By Lenore McKenzie-Morris
Far from the pounding surf, high-rise hotels and manicured golf courses, Millie the Mule circled a pile of sugar cane early one Saturday morning in Conway.
Millie, who was harnessed to a mill turnstile, worked steadily and quietly under the watchful eyes of Derek Frye. It was 9 a.m., and Millie's work was almost done for the day, while Frye's was just beginning.
Visitors to the beach who want a glimpse of the old south and don't mind a short drive can find Millie at the L.W. Paul Living History Farm just north of Conway on S.C. 701 North. There, you'll find volunteers like Frye making sugar cane syrup, pounding iron on a blacksmith's anvil and attending to the daily work of an early 20th century farm.
"It's a great program they've got here," said Bob Hill, a blacksmith. "I love it."
Hill, who is the father of museum director Walter Hill, was making a latch in the blacksmith shop just a few doors down from Frye's syrup shed when 9-year-old Caroline arrived with a hot drink for him. Steam blossomed off the cup of hot tea as the little girl smiled at her grandfather and turned and headed back to the museum's gift shop and information center.

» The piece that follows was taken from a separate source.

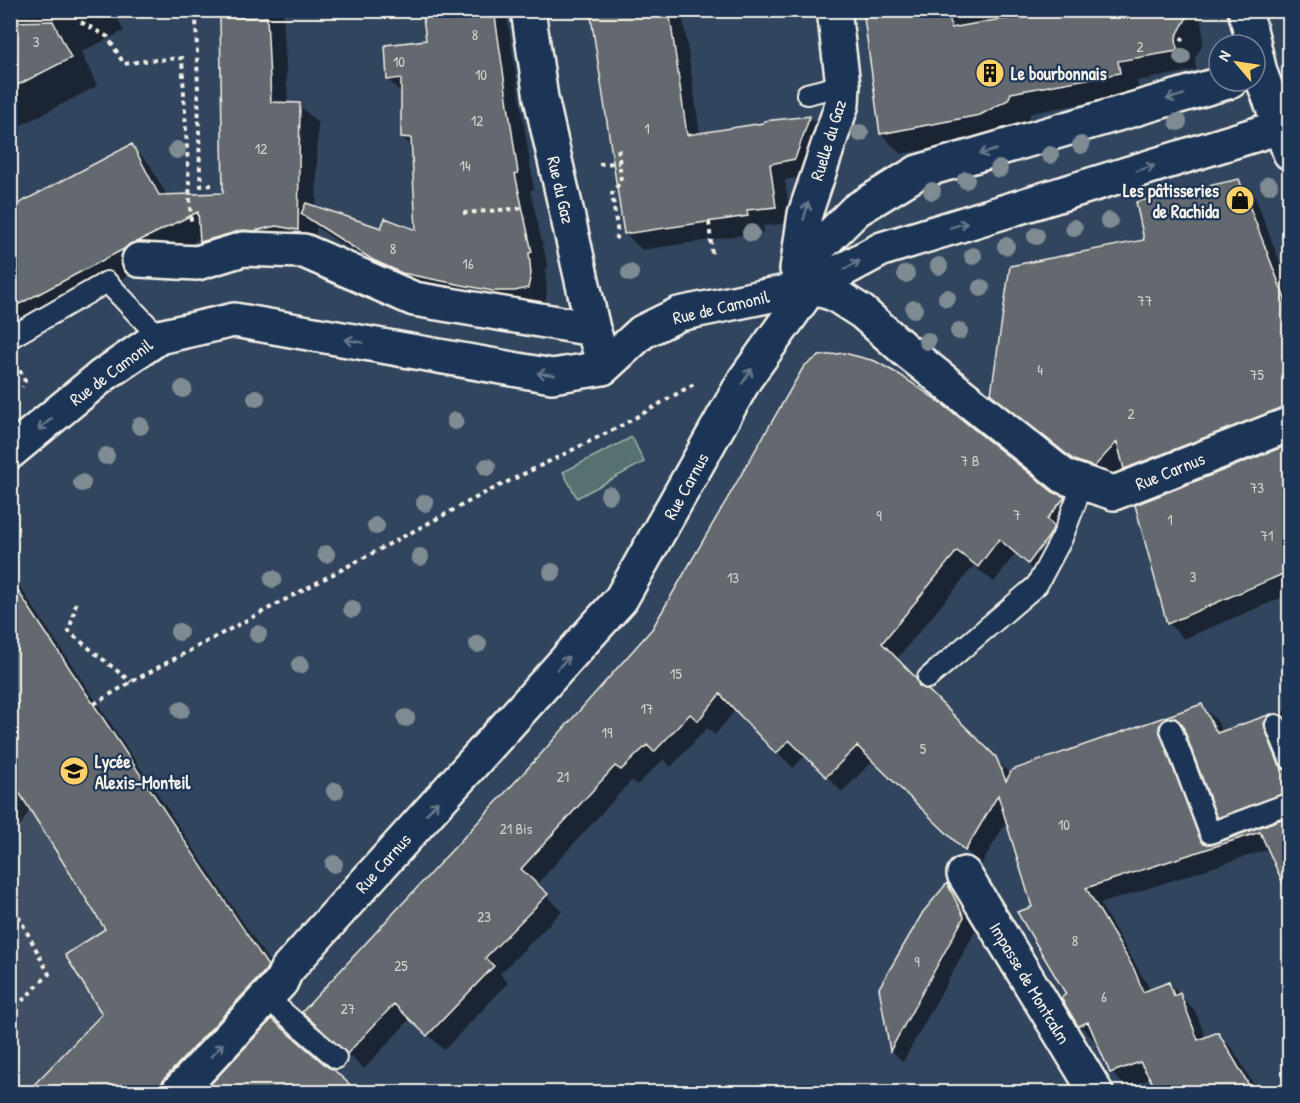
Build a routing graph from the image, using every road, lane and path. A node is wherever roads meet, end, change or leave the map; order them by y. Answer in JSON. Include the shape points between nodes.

Hill continued hammering the iron, explaining his work as he went.
The farm is an open museum, with skilled craftsmen performing historic demonstrations on special events and regular farming chores on a daily basis as needed.
Located on 17 acres, the farm was built on land Horry County has owned for some time after L.W. Paul, a local businessman, came along and promised to fund the project. It was established to depict family farming as it was in the period of 1900-1955.
"There's a family farmhouse, outhouse, pack house, smokehouse, chicken coop, pigpen and tobacco barn," said farm manager Wayne Skipper. "Those are the buildings that would have been on a family farm. And we have five community buildings that would have been in every community - a church, syrup shed, grits mill house, blacksmith and woodshop and a sawmill shed."
The church is a replica of the Primitive Baptist Church of Pawleys Swamp from 1840. Simple and quiet, the church is authentic down to the pews from the original church.
Work on the farm is sporadic, depending on what needs to be done on any particular day, Skipper said. From time to time, open houses are held to show off the skills of local craftsman like Hill and Frye, who carry on the traditions of the old south.
Frye, who spent most of his day skimming the impurities off the cane sugar juice as it slowly heated up, said he learned most of his skills from Skipper.
"I just like doing old stuff," Frye said. "Wayne and them - they've been very good at teaching us this kind of stuff. Some people won't share their knowledge, like it's a trade secret."
The addition of the living history farm will ensure that the skills aren't lost as Frye and other volunteers eagerly demonstrate their skills for visitors.
The 50-gallon batch of cane sugar juices was expected to yield 5 gallons of sugar syrup that will be sold in the museum's gift shop.
"Just as fast as we can bottle it and put it in there, it's gone," Frye said.